Recep Tayyip Erdogan veut en faire le plus grand aéroport du monde, conçu pour voir défiler 200 millions de voyageurs chaque année. Il inaugure le site ce lundi, malgré quelques retards de construction. Mais le site est déjà vivement critiqué : trop grand, trop coûteux, et surtout écologiquement désastreux.

Serveur dans le nouvel aéroport d'Istanbul lors d'une présentation à la presse le 25 octobre
Serveur dans le nouvel aéroport d'Istanbul lors d'une présentation à la presse le 25 octobre © AFP / Bulent Kilic

Ce 29 octobre, c'est la fête nationale en Turquie. L'occasion rêvée, pour Recep Tayyip Erdogan, d'inaugurer ce projet pharaonique, qu'il a lui-même commandé : le nouvel aéroport d'Istanbul. Un de ces "projets fous ", comme les désigne lui-même le président turc, qu'il compte léguer à la ville d'Istanbul.

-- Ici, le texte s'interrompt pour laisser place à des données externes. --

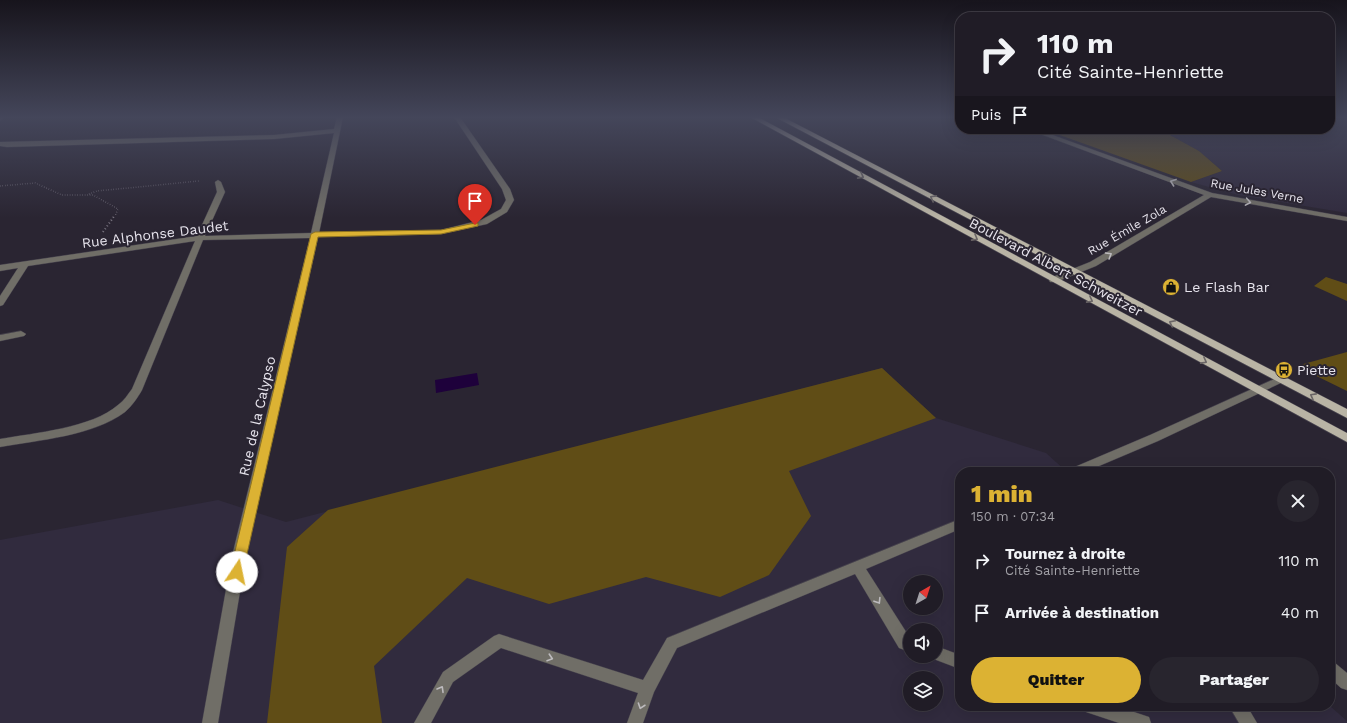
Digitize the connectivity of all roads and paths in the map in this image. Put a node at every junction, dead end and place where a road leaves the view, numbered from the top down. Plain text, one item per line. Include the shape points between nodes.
1 (333, 151) edge
2 (480, 151) edge
3 (815, 151) edge
4 (842, 151) edge
5 (1089, 151) edge
6 (218, 182) joint
7 (0, 186) edge
8 (89, 194) junction
9 (1210, 195) junction
10 (1347, 219) edge
11 (315, 234) junction
12 (200, 238) junction
13 (89, 255) junction
14 (25, 264) junction
15 (0, 268) edge
16 (1074, 272) junction
17 (1053, 280) junction
18 (0, 303) edge
19 (21, 334) dead end
20 (0, 338) edge
21 (1280, 379) junction
22 (1258, 390) junction
23 (1347, 414) edge
24 (1347, 438) edge
25 (0, 443) edge
26 (1098, 467) edge
27 (955, 526) edge
28 (858, 567) junction
29 (903, 641) edge
30 (943, 656) edge
31 (955, 660) edge
32 (1335, 672) edge
33 (1347, 682) edge
34 (647, 689) junction
35 (1107, 711) edge
36 (1241, 711) edge
37 (210, 723) edge
38 (422, 723) edge
39 (635, 723) edge
40 (1143, 723) edge
41 (1249, 723) edge

1 - 11 street, Rue de la Calypso
2 - 11 street, Rue Alphonse Daudet via 506,189 510,200 504,210 496,216 484,222 441,232
3 -> 17 main road, Boulevard Albert Schweitzer
16 -> 4 main road, Boulevard Albert Schweitzer
9 -> 5 street, Rue Jules Verne
6 - 8 path via 201,181 134,187
6 - 12 street via 221,192
7 - 8 path via 34,183 62,195
8 - 13 path via 118,209
9 -> 10 street, Rue Jules Verne
16 -> 9 street, Rue Émile Zola via 1093,264
11 - 12 street, Rue Alphonse Daudet
11 - 37 street, Rue de la Calypso via 239,556
12 - 13 street, Rue Alphonse Daudet
12 - 25 street via 138,390 122,409 98,421 74,428
13 - 14 street, Rue Alphonse Daudet
14 - 15 street, Rue Alphonse Daudet
14 - 18 street
16 - 17 street, Rue Émile Zola
21 -> 16 main road, Boulevard Albert Schweitzer
17 -> 22 main road, Boulevard Albert Schweitzer
19 - 20 street
21 - 22 street
23 -> 21 main road, Boulevard Albert Schweitzer
22 - 24 main road, Boulevard Albert Schweitzer
22 - 26 street
27 - 28 street
28 -> 29 street
28 - 34 street via 672,643
30 - 31 street
32 - 33 street
38 -> 34 street via 448,677 499,641
34 -> 39 street
35 - 40 street
36 - 41 street

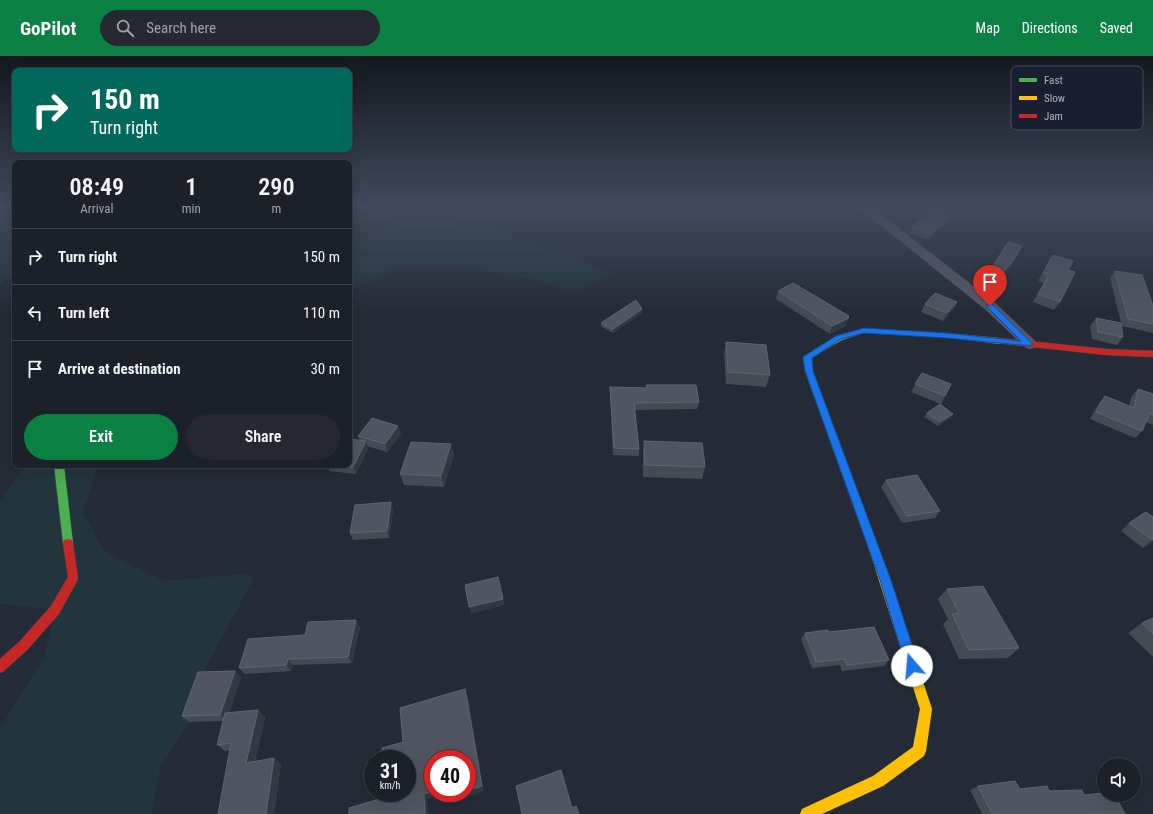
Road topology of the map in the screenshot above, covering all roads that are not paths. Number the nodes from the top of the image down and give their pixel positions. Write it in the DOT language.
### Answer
graph roads {
  1 [pos="908,241"];
  2 [pos="1030,344"];
  3 [pos="1153,354"];
  4 [pos="58,468"];
  5 [pos="0,667"];
  6 [pos="807,814"];
  1 -- 2 [label="street"];
  2 -- 3 [label="street"];
  2 -- 6 [label="street"];
  4 -- 5 [label="street"];
}
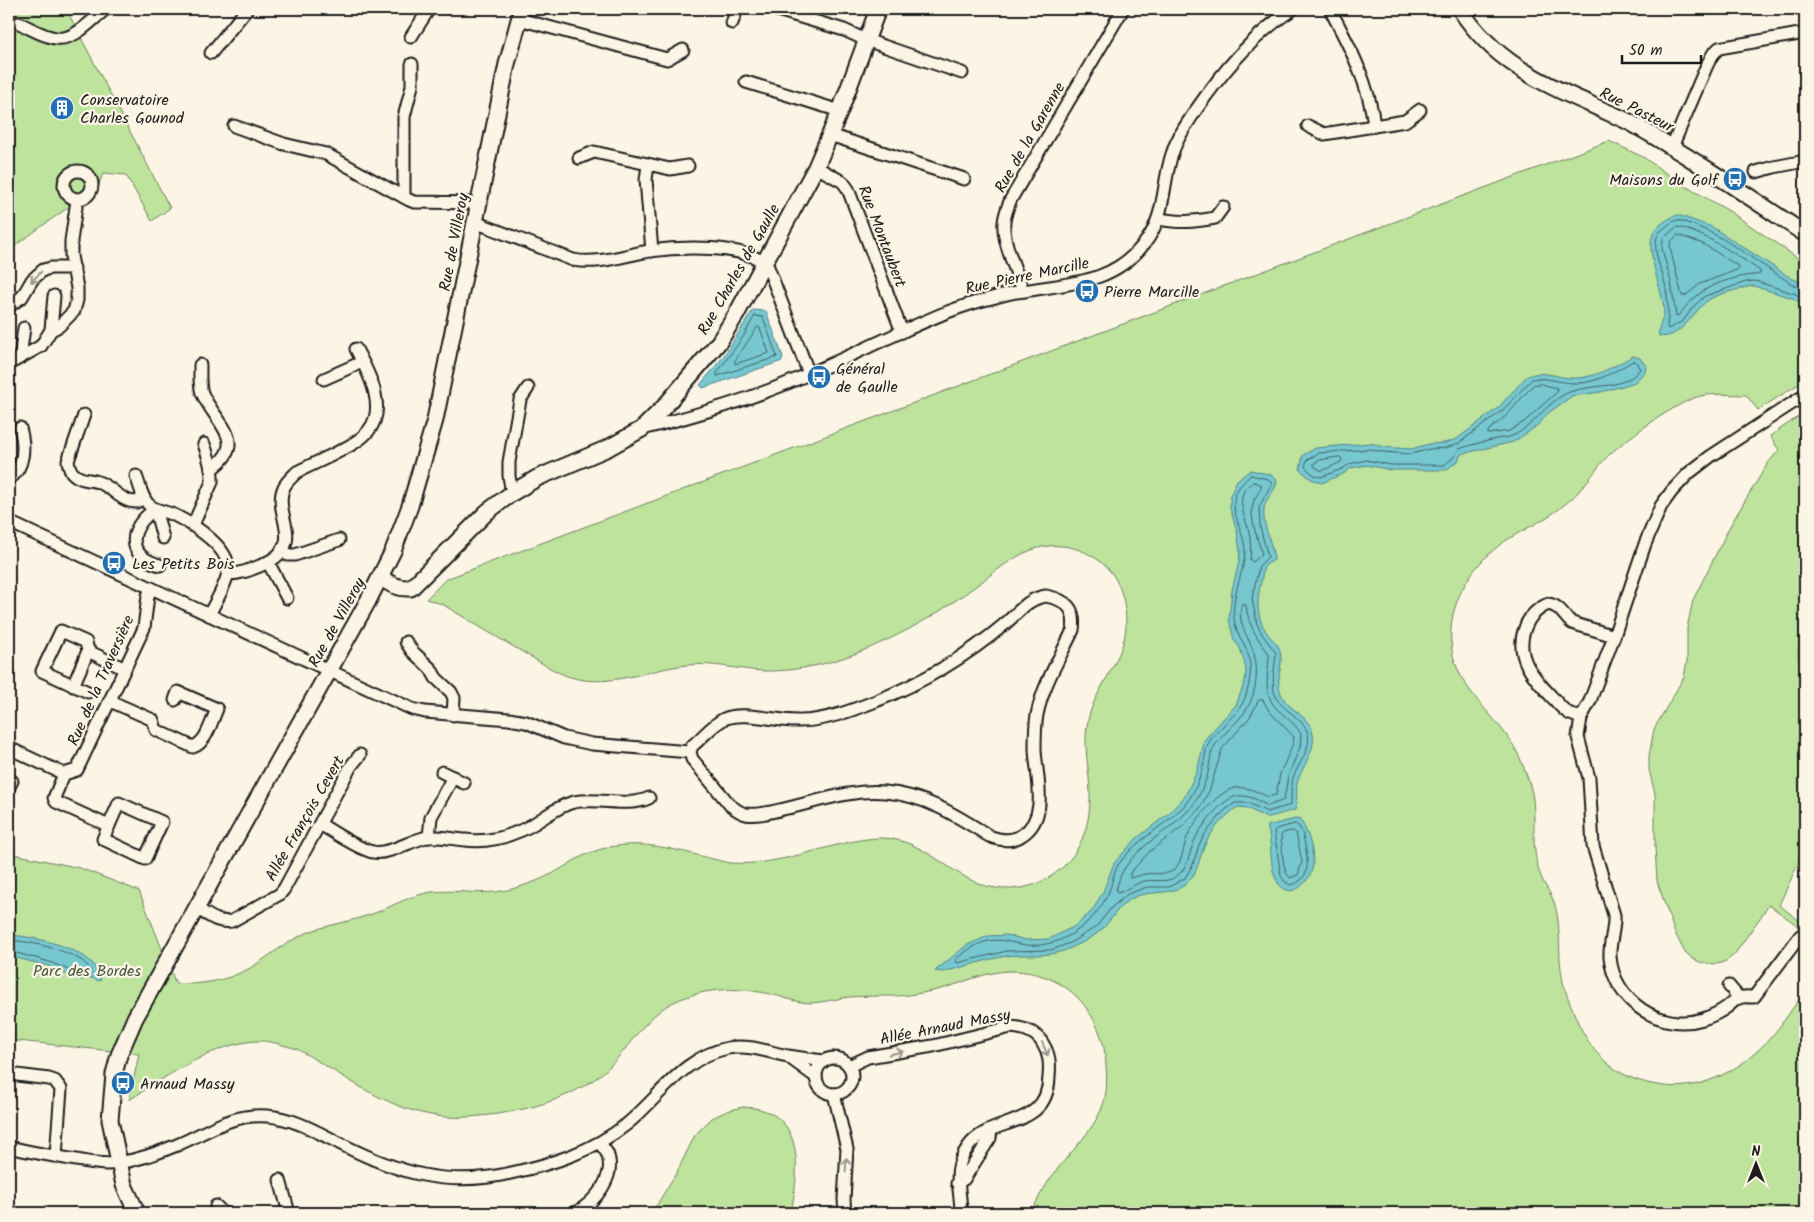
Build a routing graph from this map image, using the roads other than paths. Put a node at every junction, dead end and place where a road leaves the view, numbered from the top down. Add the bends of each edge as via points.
1 (247, 9) edge
2 (429, 9) edge
3 (737, 9) edge
4 (774, 9) edge
5 (878, 9) edge
6 (1123, 9) edge
7 (1293, 9) edge
8 (1330, 9) edge
9 (1460, 9) edge
10 (102, 10) edge
11 (520, 14) edge
12 (732, 22) dead end
13 (19, 23) dead end
14 (1805, 33) edge
15 (411, 38) dead end
16 (866, 40) junction
17 (683, 50) dead end
18 (211, 53) dead end
19 (412, 64) dead end
20 (962, 73) dead end
21 (753, 87) dead end
22 (1420, 110) dead end
23 (840, 111) junction
24 (234, 126) dead end
25 (1308, 126) dead end
26 (1374, 126) junction
27 (830, 135) junction
28 (1672, 147) junction
29 (579, 158) dead end
30 (1805, 161) edge
31 (648, 165) junction
32 (688, 166) dead end
33 (816, 167) junction
34 (1756, 172) dead end
35 (964, 179) dead end
36 (404, 198) junction
37 (77, 200) dead end
38 (479, 203) junction
39 (1223, 207) dead end
40 (1159, 219) junction
41 (475, 222) junction
42 (1805, 234) edge
43 (652, 251) junction
44 (764, 263) junction
45 (74, 268) junction
46 (1023, 291) junction
47 (54, 296) dead end
48 (9, 306) edge
49 (24, 328) dead end
50 (51, 330) junction
51 (902, 332) junction
52 (356, 349) dead end
53 (20, 357) junction
54 (362, 362) junction
55 (9, 364) edge
56 (200, 366) dead end
57 (809, 374) junction
58 (324, 379) dead end
59 (528, 388) dead end
60 (1805, 395) edge
61 (84, 415) dead end
62 (20, 428) dead end
63 (642, 429) junction
64 (204, 444) dead end
65 (211, 469) junction
66 (136, 476) dead end
67 (9, 479) edge
68 (512, 493) junction
69 (143, 497) junction
70 (155, 509) junction
71 (9, 522) edge
72 (193, 526) junction
73 (163, 538) dead end
74 (339, 540) dead end
75 (282, 549) junction
76 (268, 562) junction
77 (160, 565) dead end
78 (228, 574) junction
79 (380, 578) junction
80 (151, 588) junction
81 (287, 598) dead end
82 (209, 614) junction
83 (1614, 636) junction
84 (406, 642) dead end
85 (88, 651) junction
86 (125, 669) junction
87 (329, 671) junction
88 (73, 686) junction
89 (88, 692) dead end
90 (175, 700) dead end
91 (110, 701) junction
92 (453, 715) junction
93 (1581, 718) junction
94 (9, 748) edge
95 (690, 752) junction
96 (360, 755) dead end
97 (442, 772) dead end
98 (64, 774) junction
99 (453, 777) junction
100 (464, 783) dead end
101 (649, 798) dead end
102 (320, 824) junction
103 (109, 826) junction
104 (429, 837) junction
105 (196, 908) junction
106 (1805, 939) edge
107 (1729, 986) dead end
108 (1739, 998) junction
109 (787, 1056) junction
110 (823, 1061) junction
111 (849, 1066) junction
112 (9, 1074) edge
113 (816, 1077) junction
114 (834, 1094) junction
115 (600, 1143) junction
116 (9, 1148) edge
117 (56, 1156) junction
118 (119, 1163) junction
119 (280, 1180) dead end
120 (137, 1213) edge
121 (290, 1213) edge
122 (575, 1213) edge
123 (845, 1213) edge
124 (961, 1213) edge

1 - 18 street
2 - 15 street
3 - 12 street
4 - 16 street
5 - 16 street, Rue Charles de Gaulle
6 - 46 street, Rue de la Garenne via 1006,212 1005,235
7 - 40 street, Rue Pierre Marcille via 1267,28 1218,78 1179,135 1167,171
8 - 26 street via 1359,70 1373,112
9 - 28 street, Rue Pasteur via 1490,46 1520,70 1629,122
10 - 13 street via 78,32 64,38 50,36
11 - 17 street via 667,59
11 - 38 street, Rue de Villeroy
14 - 28 street via 1719,48 1707,65
16 - 20 street
16 - 23 street, Rue Charles de Gaulle
19 - 36 street via 412,86 404,117
21 - 23 street
22 - 26 street via 1405,121
23 - 27 street, Rue Charles de Gaulle
24 - 36 street via 284,144 326,154
25 - 26 street via 1324,134
27 - 33 street, Rue Charles de Gaulle
27 - 35 street
28 - 42 street, Rue Pasteur
29 - 31 street via 594,152
30 - 34 street
31 - 32 street via 670,169
31 - 43 street via 646,180
33 - 44 street, Rue Charles de Gaulle
33 - 51 street, Rue Montaubert via 848,188
36 - 38 street via 414,202
37 - 45 street via 71,240
38 - 41 street, Rue de Villeroy
39 - 40 street via 1215,218 1178,223
40 - 46 street, Rue Pierre Marcille via 1144,244 1111,272 1076,284
41 - 43 street via 586,263
41 - 79 street, Rue de Villeroy via 435,420 410,506
43 - 44 street via 720,249 743,252
44 - 57 street via 773,277
44 - 63 street, Rue Charles de Gaulle via 719,342
45 -> 48 street via 43,270 32,280 22,297
45 - 50 street via 77,288 74,311
46 - 51 street, Rue Pierre Marcille via 960,306
47 - 50 street
49 - 53 street
50 - 53 street via 41,346
51 - 57 street, Rue Pierre Marcille
52 - 54 street
53 - 55 street
54 - 58 street
54 - 75 street via 375,395 374,421 360,441 297,472 283,488 287,531
56 - 65 street via 202,391 229,438 226,458
57 - 63 street, Rue Pierre Marcille
59 - 68 street via 520,400 509,462
60 - 83 street via 1711,456 1672,490 1661,506 1645,544
61 - 69 street via 68,461 73,474 104,484 126,500 137,502
62 - 67 street via 21,463
63 - 68 street, Rue Charles de Gaulle
64 - 65 street
65 - 72 street via 211,488
66 - 69 street
68 - 79 street, Rue Charles de Gaulle via 487,512 411,588 394,587
69 - 70 street
70 - 72 street via 175,515
70 - 73 street
70 - 77 street via 136,528 135,543 142,557
71 - 80 street
72 - 78 street via 224,553 228,560
74 - 75 street via 295,555 288,555
75 - 76 street
76 - 78 street via 240,574
76 - 81 street
78 - 82 street
79 - 87 street, Rue de Villeroy
80 - 82 street
80 - 86 street, Rue de la Traversière via 144,628
82 - 87 street
83 - 93 street
83 - 93 street via 1572,623 1560,608 1548,604 1532,615 1526,624 1522,648 1531,674 1566,712
84 - 92 street via 451,692
85 - 86 street
85 - 88 street
85 - 88 street via 86,642 61,631 42,671
86 - 91 street, Rue de la Traversière
87 - 92 street via 412,708
87 - 105 street, Rue de Villeroy
88 - 89 street
90 - 91 street via 178,692 216,709 198,745 192,747 156,730 153,720
91 - 98 street, Rue de la Traversière via 77,770
92 - 95 street via 526,722 564,738 592,744
93 - 108 street via 1578,737 1589,778 1593,846 1614,915 1610,957 1617,981 1634,1004 1670,1022 1684,1023 1713,1016
94 - 98 street
95 - 95 street via 692,760 730,805 745,814 763,814 863,792 899,793 937,806 989,836 1008,840 1019,837 1033,825 1037,814 1037,715 1050,675 1073,630 1073,613 1062,601 1038,597 967,653 908,687 822,718 800,721 724,719 692,746
96 - 102 street, Allée François Cevert
97 - 99 street
98 - 103 street via 54,798 56,802
99 - 100 street
99 - 104 street via 431,817
101 - 104 street via 639,803 596,800 570,803 518,832 492,839
102 - 104 street via 374,853
102 - 105 street, Allée François Cevert via 284,889 274,898 225,922
103 - 103 street via 103,839 145,859 162,822 120,803
105 - 118 street, Rue de Villeroy via 135,1018 119,1055 110,1120
106 - 108 street via 1800,936 1754,997
107 - 108 street
109 - 110 street
109 - 113 street
109 - 115 street via 743,1046 720,1050 697,1060 665,1085 641,1112
110 - 111 street via 840,1058
110 - 113 street
111 - 114 street via 852,1072 850,1084
111 -> 124 street, Allée Arnaud Massy via 868,1057 1011,1027 1022,1028 1042,1041 1050,1059 1046,1093 1027,1116 975,1138 968,1146 960,1162 957,1183
112 - 117 street via 49,1079 61,1088
113 - 114 street via 822,1089
123 -> 114 street via 847,1149
115 - 118 street via 571,1156 507,1174 468,1179 430,1177 388,1166 297,1122 275,1116 251,1115 230,1120 144,1157
115 - 122 street via 609,1162 606,1180 596,1197
116 - 117 street
117 - 118 street via 99,1164
118 - 120 street, Rue de Villeroy via 124,1185
119 - 121 street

Soit un aéroport de six pistes, bâti sur 76 millions de mètres carrés, conçu pour accueillir 200 millions de voyageurs chaque année. Cela en ferait le plus grand aéroport du monde, alors que l'actuel est à la dixième place aujourd'hui, avec "seulement" 64 millions de visiteurs annuels.

Pour joindre ce nouvel aéroport par la route, depuis le centre-ville, il faut remonter vers le nord pendant une trentaine de kilomètres et arriver dans ce qui était, autrefois, une forêt. Une zone "protégée", explique l’urbaniste Orhan Demir : "Depuis 1980 et le premier plan d’aménagement d’Istanbul, qu’on appelle la 'Constitution d’Istanbul', tous les plans excluaient catégoriquement d’étendre la ville vers le Nord, pour protéger ses espaces verts considérés comme le poumon de la mégapole. On a violé cette Constitution."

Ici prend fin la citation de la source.